What you need to do: Report all lines of the records that contain "Dale".

◆ ◆ ◆ ◆ ◆ ◆ ◆

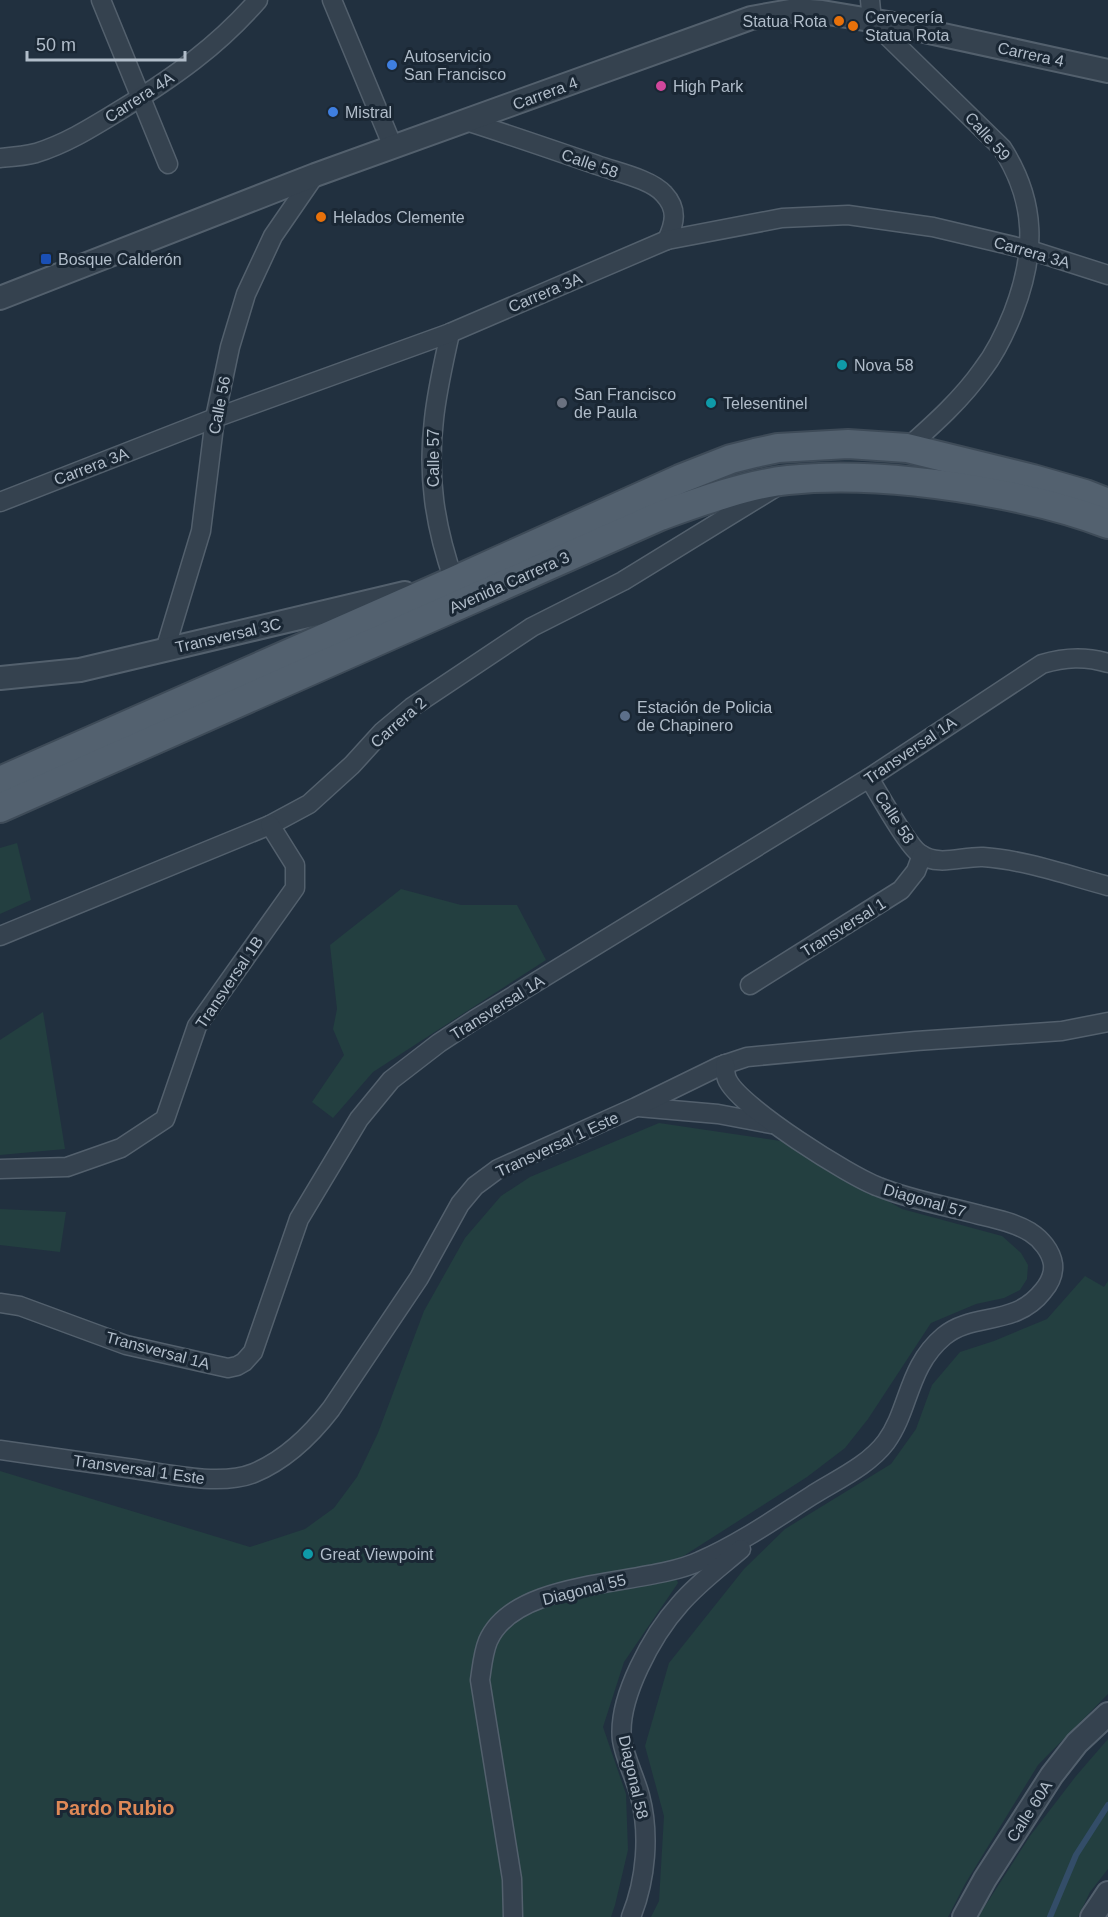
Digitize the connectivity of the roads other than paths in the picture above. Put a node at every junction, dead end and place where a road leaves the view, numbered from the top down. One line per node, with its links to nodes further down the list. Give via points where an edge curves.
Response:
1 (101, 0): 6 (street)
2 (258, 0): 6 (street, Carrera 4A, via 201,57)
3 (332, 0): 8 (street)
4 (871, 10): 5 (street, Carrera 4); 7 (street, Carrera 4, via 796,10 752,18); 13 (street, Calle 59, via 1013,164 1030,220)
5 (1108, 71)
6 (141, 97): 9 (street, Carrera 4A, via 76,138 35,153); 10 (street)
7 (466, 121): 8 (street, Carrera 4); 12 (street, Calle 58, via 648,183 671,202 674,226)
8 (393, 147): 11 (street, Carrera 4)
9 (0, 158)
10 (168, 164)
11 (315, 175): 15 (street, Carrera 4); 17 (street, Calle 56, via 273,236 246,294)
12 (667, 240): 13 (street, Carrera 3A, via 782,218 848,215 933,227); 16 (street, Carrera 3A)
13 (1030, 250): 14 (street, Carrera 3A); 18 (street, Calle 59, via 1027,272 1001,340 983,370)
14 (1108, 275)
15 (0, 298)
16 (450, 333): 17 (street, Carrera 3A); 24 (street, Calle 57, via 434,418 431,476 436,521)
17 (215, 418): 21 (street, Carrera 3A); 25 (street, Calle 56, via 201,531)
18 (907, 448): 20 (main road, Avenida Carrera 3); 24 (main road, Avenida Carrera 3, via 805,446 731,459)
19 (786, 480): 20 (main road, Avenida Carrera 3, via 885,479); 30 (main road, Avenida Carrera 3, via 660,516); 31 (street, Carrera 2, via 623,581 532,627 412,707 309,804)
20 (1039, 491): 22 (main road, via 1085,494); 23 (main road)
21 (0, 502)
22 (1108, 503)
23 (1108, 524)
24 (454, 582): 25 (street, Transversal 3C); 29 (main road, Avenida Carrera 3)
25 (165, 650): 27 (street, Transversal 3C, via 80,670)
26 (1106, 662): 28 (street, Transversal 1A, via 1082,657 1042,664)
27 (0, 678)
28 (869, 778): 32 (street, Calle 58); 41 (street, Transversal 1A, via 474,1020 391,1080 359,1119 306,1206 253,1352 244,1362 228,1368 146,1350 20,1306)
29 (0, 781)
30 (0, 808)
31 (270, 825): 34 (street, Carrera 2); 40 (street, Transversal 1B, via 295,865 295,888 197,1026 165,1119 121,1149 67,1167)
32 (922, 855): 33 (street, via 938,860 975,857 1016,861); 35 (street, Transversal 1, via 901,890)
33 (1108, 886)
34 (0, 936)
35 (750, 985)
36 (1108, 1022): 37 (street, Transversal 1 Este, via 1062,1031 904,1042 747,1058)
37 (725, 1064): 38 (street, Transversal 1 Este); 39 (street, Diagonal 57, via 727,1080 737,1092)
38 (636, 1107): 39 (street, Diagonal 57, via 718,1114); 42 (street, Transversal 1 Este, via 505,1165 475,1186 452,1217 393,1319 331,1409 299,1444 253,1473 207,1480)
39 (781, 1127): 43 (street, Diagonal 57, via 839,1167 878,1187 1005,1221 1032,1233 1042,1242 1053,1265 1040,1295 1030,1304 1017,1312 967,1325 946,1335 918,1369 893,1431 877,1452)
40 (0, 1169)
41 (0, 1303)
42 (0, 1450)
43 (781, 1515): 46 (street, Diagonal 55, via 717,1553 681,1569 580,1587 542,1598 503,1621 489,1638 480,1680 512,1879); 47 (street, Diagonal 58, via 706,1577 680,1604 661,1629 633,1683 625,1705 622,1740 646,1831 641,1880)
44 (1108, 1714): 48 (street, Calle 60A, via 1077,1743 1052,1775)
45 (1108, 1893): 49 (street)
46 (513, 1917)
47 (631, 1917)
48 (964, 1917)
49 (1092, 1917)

◆ ◆ ◆ ◆ ◆ ◆ ◆

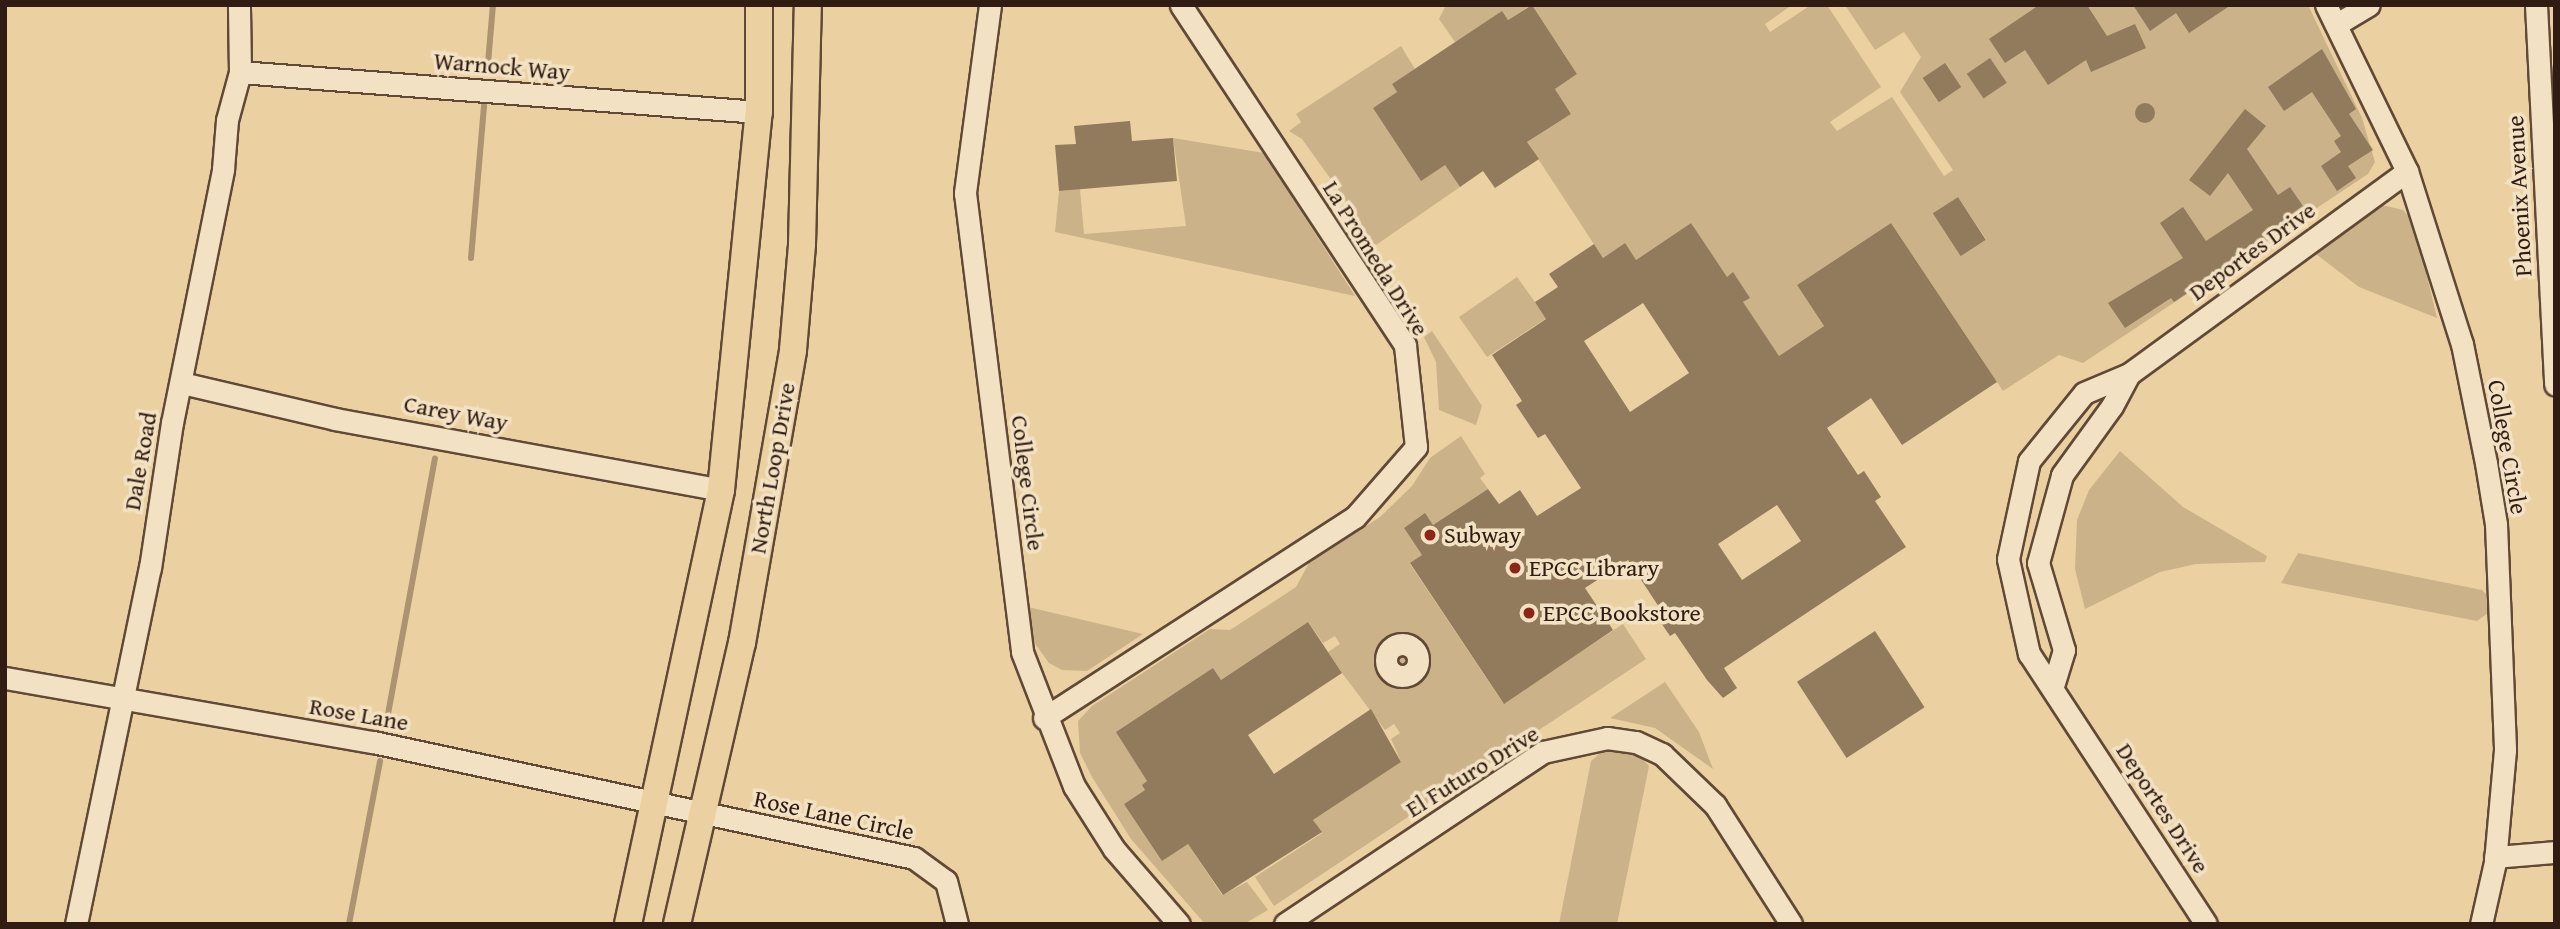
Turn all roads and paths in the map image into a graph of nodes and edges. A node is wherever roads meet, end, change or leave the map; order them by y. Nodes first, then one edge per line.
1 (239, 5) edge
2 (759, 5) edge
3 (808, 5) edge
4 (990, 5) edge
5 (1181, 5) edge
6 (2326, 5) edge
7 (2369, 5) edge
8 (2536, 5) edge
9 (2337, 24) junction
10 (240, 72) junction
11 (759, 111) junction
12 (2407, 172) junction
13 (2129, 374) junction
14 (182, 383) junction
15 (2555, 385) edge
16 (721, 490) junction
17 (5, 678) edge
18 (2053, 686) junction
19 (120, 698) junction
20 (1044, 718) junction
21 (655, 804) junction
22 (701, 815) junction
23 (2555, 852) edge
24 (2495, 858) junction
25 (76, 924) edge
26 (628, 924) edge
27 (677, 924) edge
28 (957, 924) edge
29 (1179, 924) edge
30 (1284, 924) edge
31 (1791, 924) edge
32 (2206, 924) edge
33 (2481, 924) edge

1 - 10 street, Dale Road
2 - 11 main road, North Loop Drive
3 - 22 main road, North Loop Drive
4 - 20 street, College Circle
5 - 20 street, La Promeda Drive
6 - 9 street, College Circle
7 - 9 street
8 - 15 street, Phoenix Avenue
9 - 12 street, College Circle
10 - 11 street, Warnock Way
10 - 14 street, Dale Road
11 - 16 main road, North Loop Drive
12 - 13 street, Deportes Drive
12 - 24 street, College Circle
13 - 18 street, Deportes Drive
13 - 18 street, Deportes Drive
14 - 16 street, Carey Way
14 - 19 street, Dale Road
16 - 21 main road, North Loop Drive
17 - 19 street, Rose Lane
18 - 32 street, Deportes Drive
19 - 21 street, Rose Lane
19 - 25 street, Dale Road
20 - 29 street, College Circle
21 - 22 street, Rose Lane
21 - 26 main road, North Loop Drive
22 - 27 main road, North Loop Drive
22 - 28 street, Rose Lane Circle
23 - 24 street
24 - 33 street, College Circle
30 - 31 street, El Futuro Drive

◆ ◆ ◆ ◆ ◆ ◆ ◆

Your solution:
1 - 10 street, Dale Road
10 - 14 street, Dale Road
14 - 19 street, Dale Road
19 - 25 street, Dale Road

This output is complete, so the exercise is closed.